*** Opening Task data ***

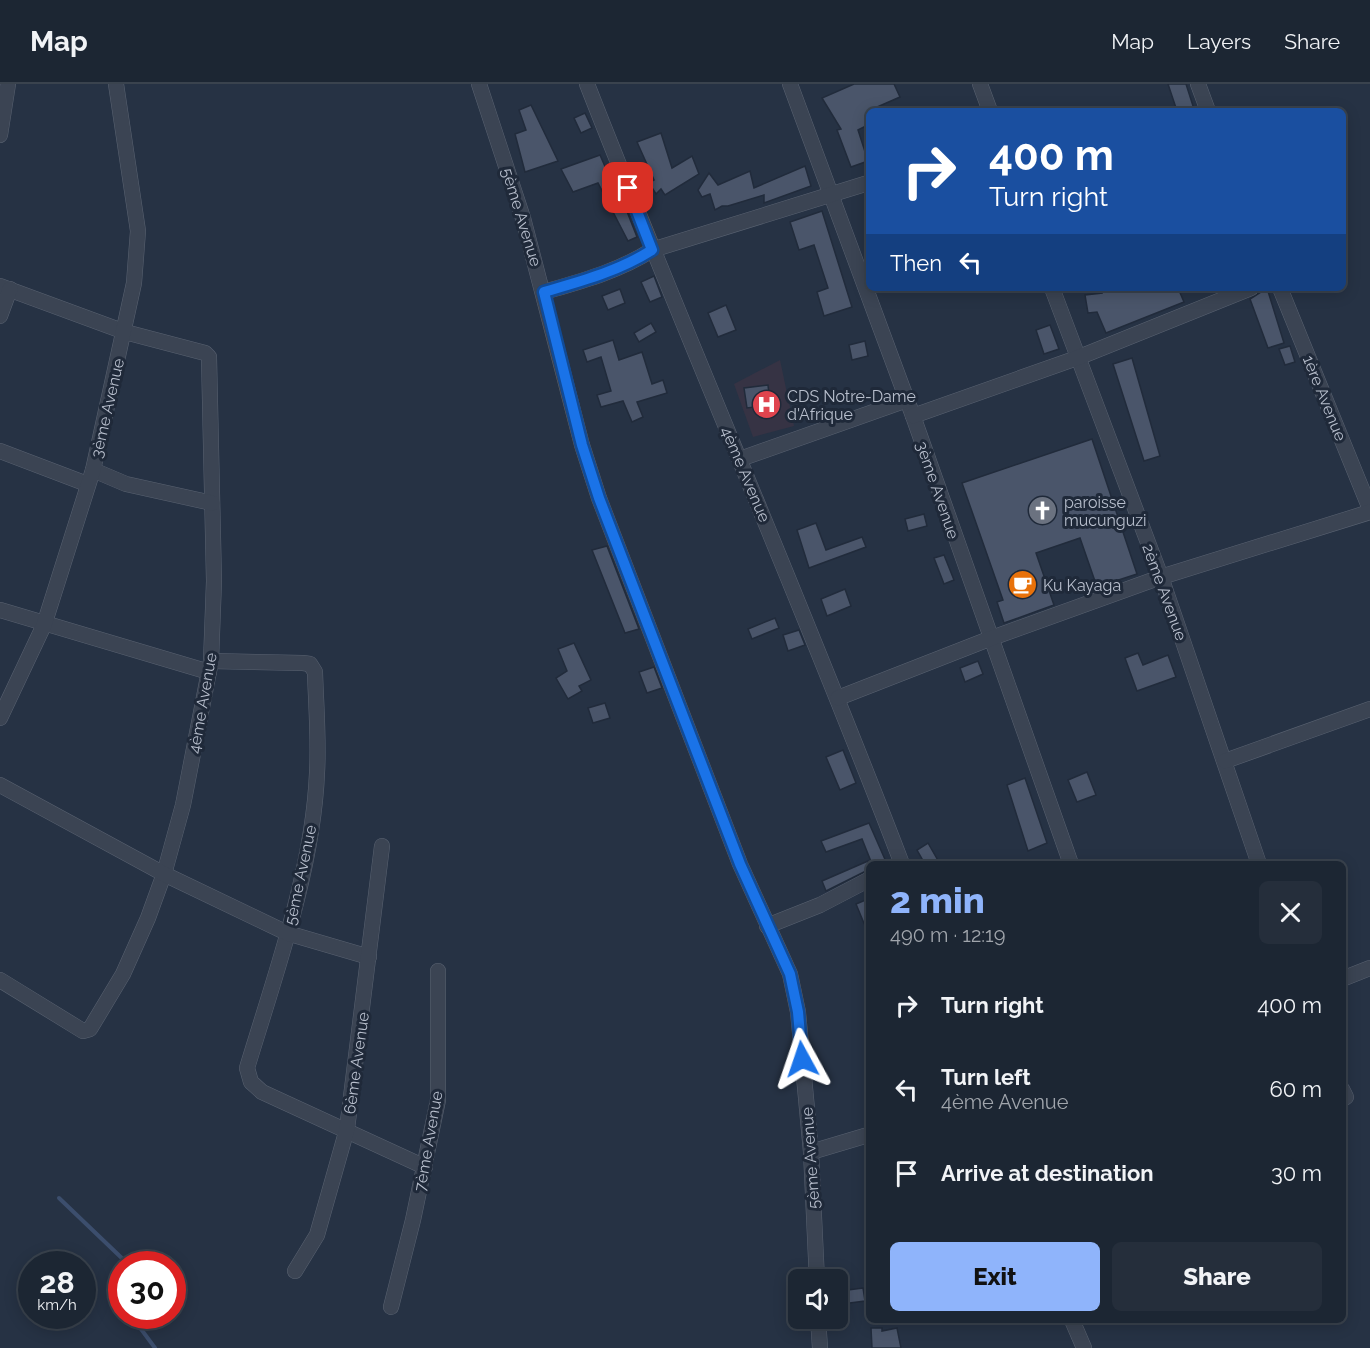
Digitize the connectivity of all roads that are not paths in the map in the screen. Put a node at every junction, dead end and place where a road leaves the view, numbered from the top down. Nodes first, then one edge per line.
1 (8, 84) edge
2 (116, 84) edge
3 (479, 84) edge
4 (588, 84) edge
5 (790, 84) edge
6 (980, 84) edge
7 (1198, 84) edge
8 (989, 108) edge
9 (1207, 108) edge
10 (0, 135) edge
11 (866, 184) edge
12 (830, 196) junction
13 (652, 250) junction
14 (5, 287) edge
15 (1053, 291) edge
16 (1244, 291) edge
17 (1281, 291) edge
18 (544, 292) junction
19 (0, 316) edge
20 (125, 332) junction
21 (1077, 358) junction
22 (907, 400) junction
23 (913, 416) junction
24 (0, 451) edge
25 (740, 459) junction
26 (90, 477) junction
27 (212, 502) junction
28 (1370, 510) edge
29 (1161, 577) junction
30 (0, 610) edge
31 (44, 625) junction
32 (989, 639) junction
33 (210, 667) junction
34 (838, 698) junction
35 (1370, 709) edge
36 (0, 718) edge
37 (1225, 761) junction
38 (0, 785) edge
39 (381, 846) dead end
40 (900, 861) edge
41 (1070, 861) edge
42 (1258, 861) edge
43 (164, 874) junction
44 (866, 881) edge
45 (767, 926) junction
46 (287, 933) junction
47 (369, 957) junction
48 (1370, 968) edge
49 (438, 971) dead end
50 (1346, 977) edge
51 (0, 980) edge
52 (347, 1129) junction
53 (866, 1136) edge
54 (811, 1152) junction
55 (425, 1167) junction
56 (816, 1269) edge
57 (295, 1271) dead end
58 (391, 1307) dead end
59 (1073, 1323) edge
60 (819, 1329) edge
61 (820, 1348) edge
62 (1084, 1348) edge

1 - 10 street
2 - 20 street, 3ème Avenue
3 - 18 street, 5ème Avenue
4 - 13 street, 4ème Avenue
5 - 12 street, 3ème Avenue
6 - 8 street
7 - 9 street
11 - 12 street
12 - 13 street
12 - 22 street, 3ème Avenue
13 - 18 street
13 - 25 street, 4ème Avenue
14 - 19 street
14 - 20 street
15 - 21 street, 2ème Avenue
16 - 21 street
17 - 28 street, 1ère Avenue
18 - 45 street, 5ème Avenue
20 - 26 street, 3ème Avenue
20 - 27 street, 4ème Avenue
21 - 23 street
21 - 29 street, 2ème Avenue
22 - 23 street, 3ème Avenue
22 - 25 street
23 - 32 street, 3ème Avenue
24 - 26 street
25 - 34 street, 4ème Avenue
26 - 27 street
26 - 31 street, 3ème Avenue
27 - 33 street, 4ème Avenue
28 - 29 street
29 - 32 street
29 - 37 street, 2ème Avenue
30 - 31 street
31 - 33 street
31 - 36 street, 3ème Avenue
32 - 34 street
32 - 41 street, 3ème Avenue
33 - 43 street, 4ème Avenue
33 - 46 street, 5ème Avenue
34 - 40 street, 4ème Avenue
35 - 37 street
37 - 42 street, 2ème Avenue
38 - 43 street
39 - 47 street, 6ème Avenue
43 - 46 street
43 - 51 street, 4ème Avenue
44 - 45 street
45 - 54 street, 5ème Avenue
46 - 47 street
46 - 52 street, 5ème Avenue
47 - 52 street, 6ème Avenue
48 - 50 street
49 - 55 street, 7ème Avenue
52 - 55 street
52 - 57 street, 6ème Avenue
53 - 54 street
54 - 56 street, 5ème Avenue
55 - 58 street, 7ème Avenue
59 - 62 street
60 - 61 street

*** Closing Task data ***

**What the task asks:** Out of the entries, report each line that contains the word "dead".

**Exercise answer:**
Digitize the connectivity of all roads that are not paths in the map in the screen. Put a node at every junction, dead end and place where a road leaves the view, numbered from the top down. Nodes first, then one edge per line.
39 (381, 846) dead end
49 (438, 971) dead end
57 (295, 1271) dead end
58 (391, 1307) dead end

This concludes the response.